The output must match the entries below exactly, with pictures removed.

--

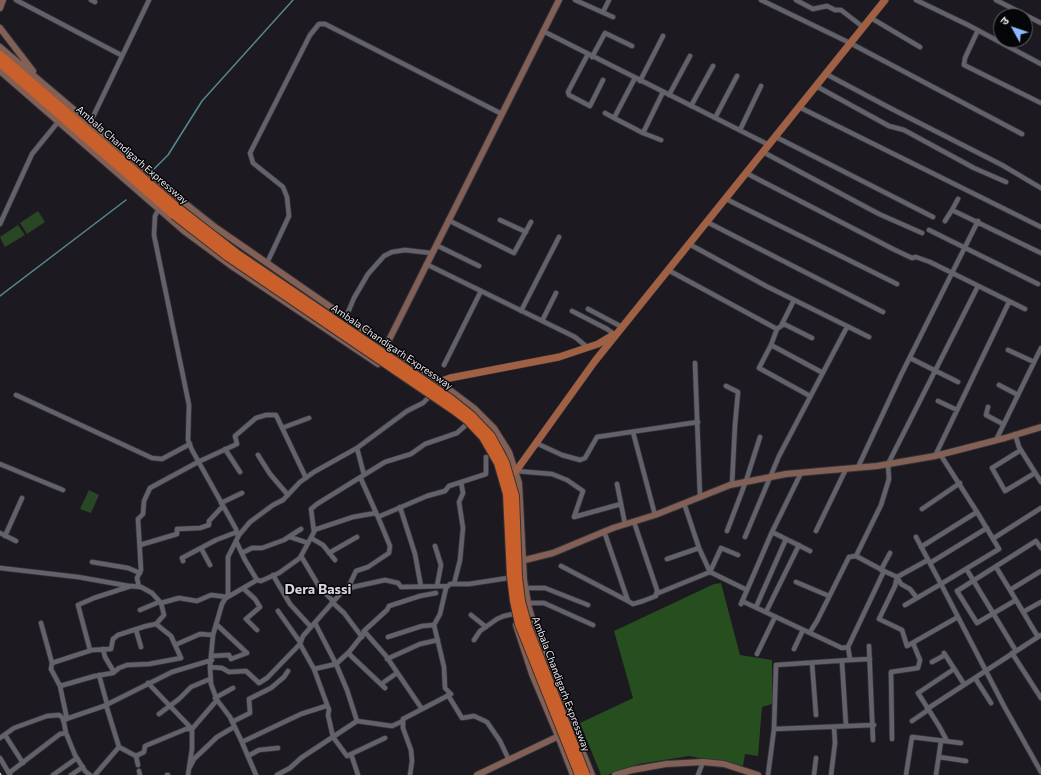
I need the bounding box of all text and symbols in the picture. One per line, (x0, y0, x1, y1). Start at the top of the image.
north arrow (993, 8, 1033, 48)
text: उ (997, 14, 1011, 27)
street label: Ambala Chandigarh Expressway (74, 103, 190, 207)
street label: Ambala Chandigarh Expressway (329, 302, 455, 392)
district label: Dera Bassi (285, 581, 351, 597)
street label: Ambala Chandigarh Expressway (530, 615, 592, 753)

--

* [WRITTEN ANSWER]:
I need the bounding box of all text and symbols in the picture. One per line, (x0, y0, x1, y1). Start at the top of the image.
north arrow (993, 8, 1033, 48)
text: उ (997, 14, 1011, 27)
street label: Ambala Chandigarh Expressway (74, 103, 190, 207)
street label: Ambala Chandigarh Expressway (329, 302, 455, 392)
district label: Dera Bassi (285, 581, 351, 597)
street label: Ambala Chandigarh Expressway (530, 615, 592, 753)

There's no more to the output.